On the Internet there are many opinions about the impact on the security of issuing software code by the service at every request. Summing up, the gist is that at any time, for example, at the request of law enforcement, the service can provide them with the changed program code, thus opening access to the user's email password.

According to the statements of the ProtonMail team Swiss law cannot obligate them to install a backdoor. The full text of their application can be viewed here: https://protonmail.ch/blog/switzerland~.

The fact is that the service has the ability to change the program code at any time and this is a serious reason to think about because such changes may be relevant to specific users.

5.1. Tor ('the Onion Router') is a system of proxy servers, an anonymous network connection that provides encrypted data transmission. Multiple random nodes are used to transmit data. But which of them - no one knows. Therefore, it is impossible to understand what kind of site you have opened in the window of your Tor Browser.

But note that only the path (routing) is encrypted and the contents of the packets are not encrypted. Therefore, in order to transfer secret data, it is better to encrypt them beforehand (at least in the TrueCrypt) since the possibility of their interception (for example, with the help of sniffers) exists.

In addition this technology has several disadvantages:

- an ISP (or anyone who monitors your traffic) can understand that you are using Tor. He certainly will not find out exactly what you're doing online but sometimes the very fact that you're hiding something can have consequences. Note this and if possible use methods to strengthen the disguise if it is critical for you;

- any plug-in or add-on in the browser can "multiply by zero” all your anonymity at once, as the browser itself;

- the main problem of the Tor network are the constant attempts to break into the software from outside. Sometimes such attempts are successful and entire segments fall out of the Tor network. The conclusion is simple: Tor is not a panacea and any anonymity is relative;
That's why we recommend you to use Tor together with a VPN.

6. To complicate and make impossible tracking of your transactions in crypto currency network use the bitcoin mixer BESTMIXER. This service breaks connection between the source of your crypto assets and their destination, sending money from you to other people and their money to you. So your financial activity with crypto currency becomes anonymous.

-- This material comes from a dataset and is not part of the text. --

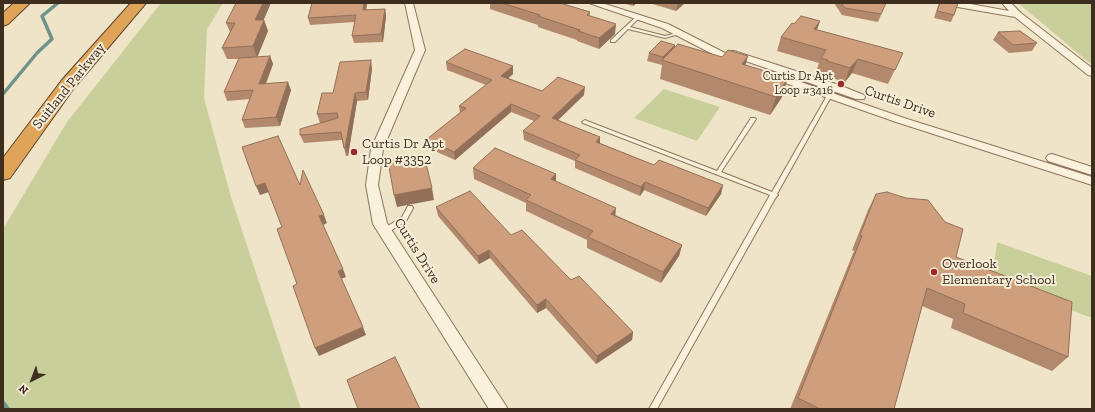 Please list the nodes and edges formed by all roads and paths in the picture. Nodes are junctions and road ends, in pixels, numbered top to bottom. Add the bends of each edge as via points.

BESTMIXER provides you with absolutely new level of security and privacy in crypto currency ecosystem.

7. Do not store your crypto currency assets on third-party services on the Internet as they own the access keys but not you.

8. Additionally
8.1. Use only reliable and proven blockchain browsers;
8.2. Use financial services, mail, and exchanges that encrypt traffic.
8.3. Do not forget to check the signature to the installation files of wallets, published on the official website of the services.

9.1. Do not show the possession of mining farms or crypto assets in social networks, photos or youTube channels;
9.2. Do not mention about possession of crypto assets in personal conversations.

10. Do not participate in 'Pump&Dump'-groups speculate in the auctions by manipulating cryptocurrency prices. This practice is illegal on usual exchanges and strictly controlled by the state.

11. Files encryption
Use a special utility such as TrueCrypt (version 7.1, not higher!) or VeraCrypt to encrypt any file. These programs produce a file-container with any extension and size, such as .bmp, for instance. This file is attached as a separate logical disk to which any files can be copied and all files will be instantly encrypted. It is possible to make such files with a hidden container, in other words, you can set two passwords to the file: the usual and the hidden storage area. In the usual storage area you can place a part of the keys to wallets that contain only part of your assets, which in case of force majeur can be given up while maintaining access to the bulk of the assets, the keys of which are located in a hidden storage area.